This topic provides suggestions on how to use Hadoop Distributed File System (HDFS) to perform scenario-specific configurations in E-MapReduce (EMR). The suggestions can help improve the performance and stability of HDFS.

Background information

Control the number of small files

  • Background information: The HDFS NameNode loads all file metadata to the memory. If the disk capacity of your cluster is constant and a large number of small files are generated, the NameNode encounters a bottleneck issue of memory capacity.
  • Suggestion: Control the number of small files. We recommend that you merge existing small files into large files.

Specify the maximum number of files that can be stored in a directory of HDFS

  • Background information: When your cluster is running, multiple clients or components, such as Spark and YARN, may continuously write files to the same directory in HDFS. A limit is imposed on the number of files that can be stored in a directory of HDFS. Therefore, you must plan data storage in advance to prevent the number of files in a directory from exceeding the limit. An excessive number of files may cause job failures.
  • Suggestion: Go to the Configure tab on the HDFS service page in the EMR console. Click the hdfs-site tab in the Service Configuration section. Click Add Configuration Item, add the dfs.namenode.fs-limits.max-directory-items parameter to specify the maximum number of files that can be stored in a directory, and then click Save to save the configuration. For more information about how to add a parameter, see Add parameters.
    Note You must plan data storage in advance. You can classify files by time or business type. We recommend that you set the maximum number of files that can be stored in a directory to 1,000,000.
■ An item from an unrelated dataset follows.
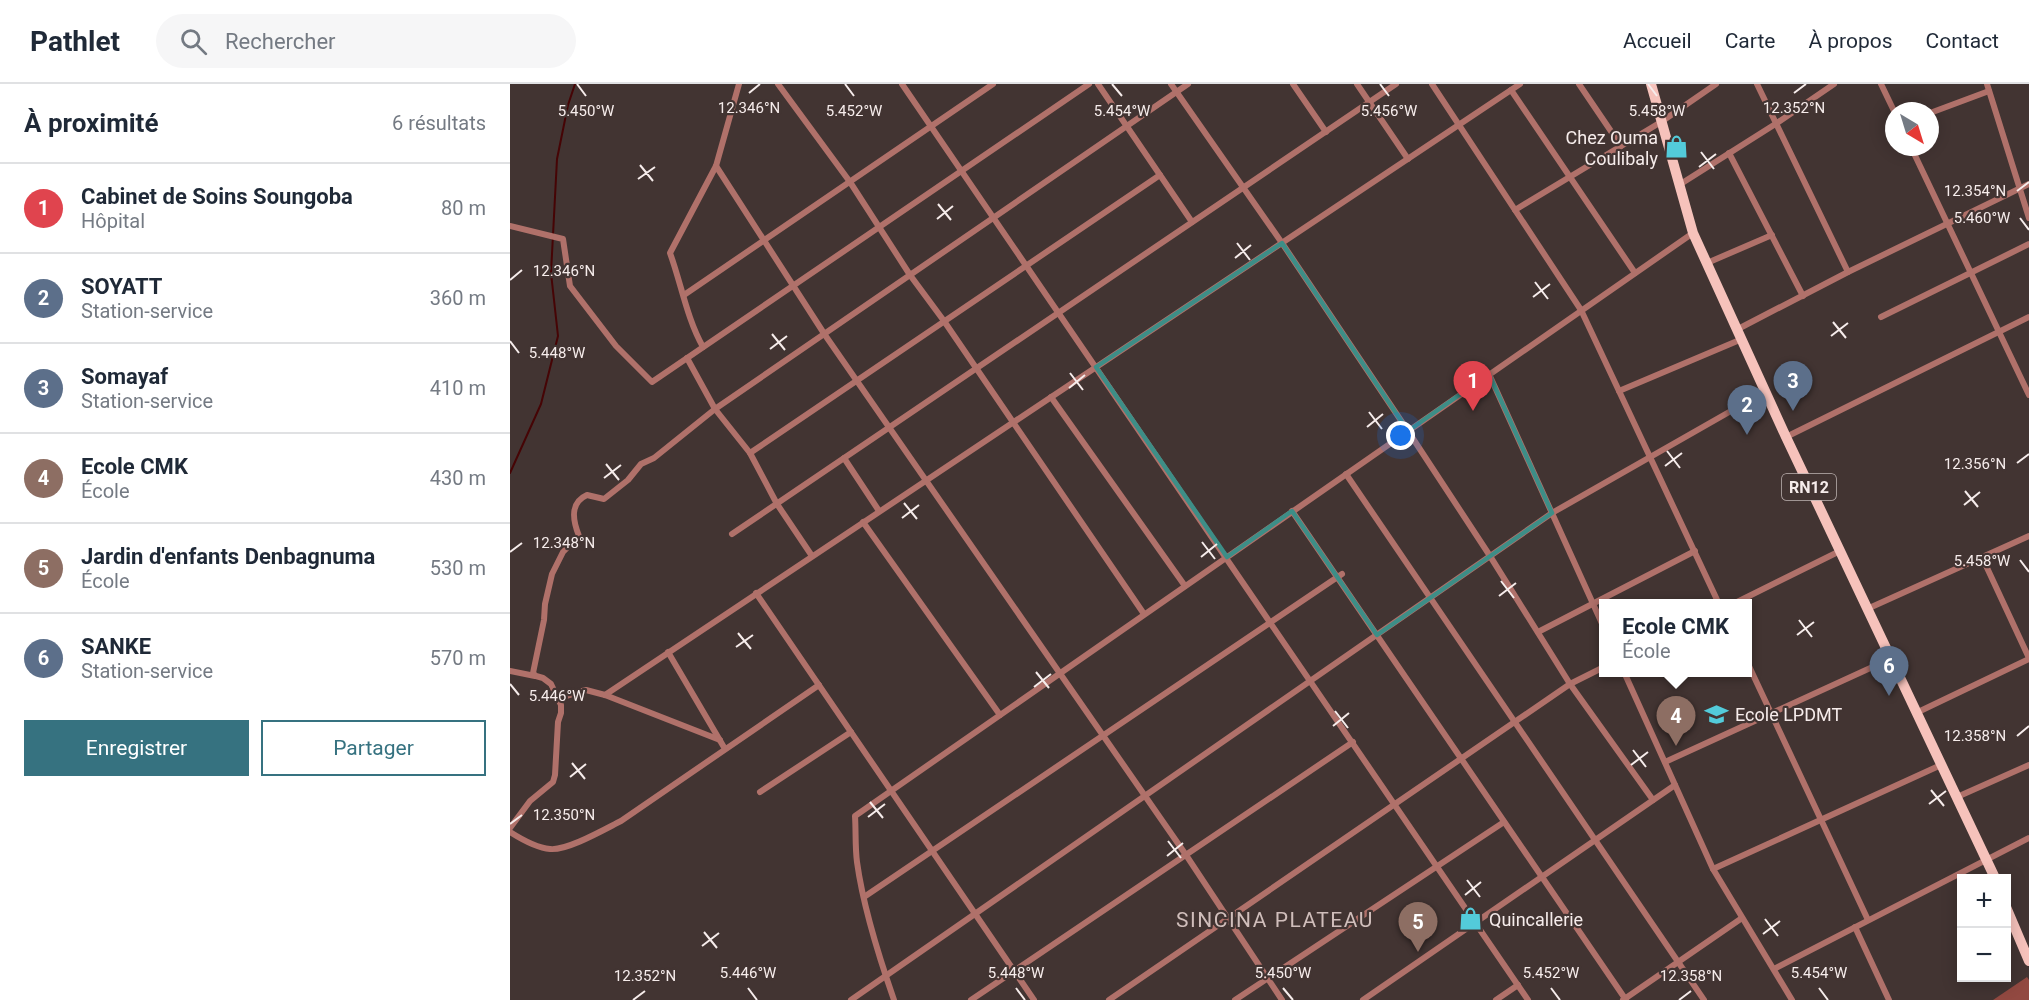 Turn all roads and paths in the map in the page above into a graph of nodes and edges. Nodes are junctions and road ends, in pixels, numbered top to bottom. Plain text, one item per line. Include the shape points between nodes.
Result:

Specify the maximum number of damaged volumes that are allowed

  • Background information: By default, if multiple data storage volumes are configured for a DataNode and one of the volumes is damaged, the DataNode no longer provides services.
  • Suggestion: Specify the maximum number of damaged volumes that are allowed. If the number of damaged volumes on a DataNode does not exceed the upper limit, the DataNode can still provide services. To specify the maximum number of damaged volumes that are allowed, perform the following steps: Go to the Configure tab on the HDFS service page in the EMR console, search for the dfs.datanode.failed.volumes.tolerated parameter in the Configuration Filter section, and then change the value of this parameter.
    Parameter Description Default value
    dfs.datanode.failed.volumes.tolerated The maximum number of damaged data storage volumes that are allowed before a DataNode stops providing services. By default, at least one available volume must be configured. 0
    Note If a DataNode has a damaged disk and no other nodes can take over the services on the DataNode, you can temporarily increase the value of this parameter to allow the DataNode to continuously provide services.
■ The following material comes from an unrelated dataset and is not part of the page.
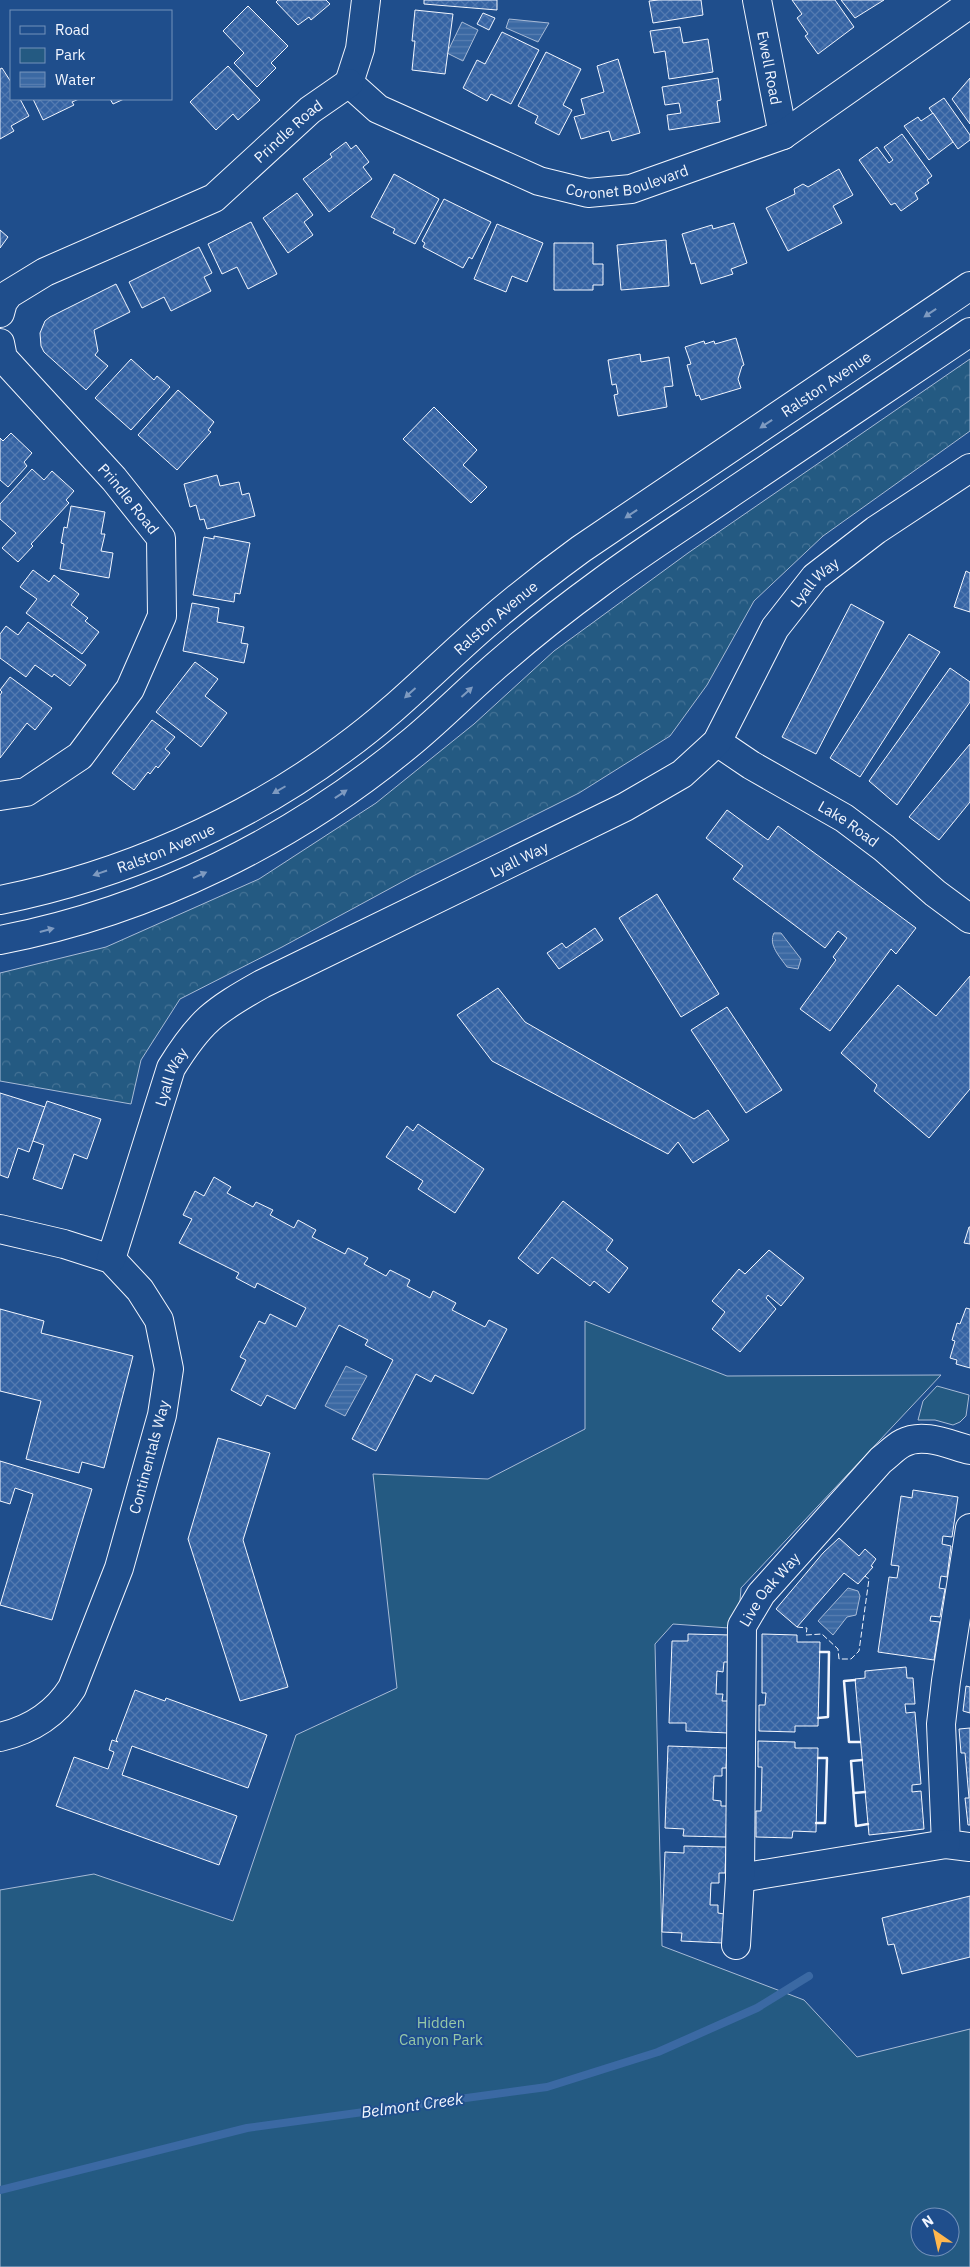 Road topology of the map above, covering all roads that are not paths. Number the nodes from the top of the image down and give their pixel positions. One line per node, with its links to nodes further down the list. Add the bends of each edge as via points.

Use a balancer to balance capacity

  • Background information: HDFS in an EMR cluster may experience unbalanced disk usage among DataNodes in scenarios such as the addition of DataNodes. If data distribution in HDFS is unbalanced, individual DataNodes may be overloaded.
  • Suggestion: Use a balancer to balance capacity.
    Note The balancer occupies network bandwidth resources of DataNodes. Therefore, we recommend that you use the balancer during off-peak hours.
    1. Log on to a node of your cluster.
    2. Optional:Run the following command to change the maximum bandwidth of the balancer:
      hdfs dfsadmin -setBalancerBandwidth <bandwidth in bytes per second>
      Note Replace <bandwidth in bytes per second> in the preceding command with the maximum bandwidth. For example, if you want to set the maximum bandwidth to 20 MB/s, replace <bandwidth in bytes per second> with 20971520. The complete command is hdfs dfsadmin -setBalancerBandwidth 20971520. If the cluster load is high, you can change the value to 209715200 (200 MB/s). If the cluster is in the idle state, you can change the value to 1073741824 (1 GB/s).
    3. Run the following commands to switch to the hdfs user and start the balancer:
      su hdfs
      /opt/apps/HDFS/hdfs-current/sbin/start-balancer.sh -threshold 10
    4. Run the following command to go to the installation directory of HDFS:
      cd /var/log/emr/hadoop/
    5. Run the ll command to view the logs of the balancer.
    6. Run the following command to check the status of the balancer:
      tailf hadoop-hdfs-balancer-master-1-1.c-xxx.log
      Note hadoop-hdfs-balancer-master-1-1.c-xxx in the preceding command is the log name obtained in the preceding step.

      If the command output includes Successfully, the balancer is running.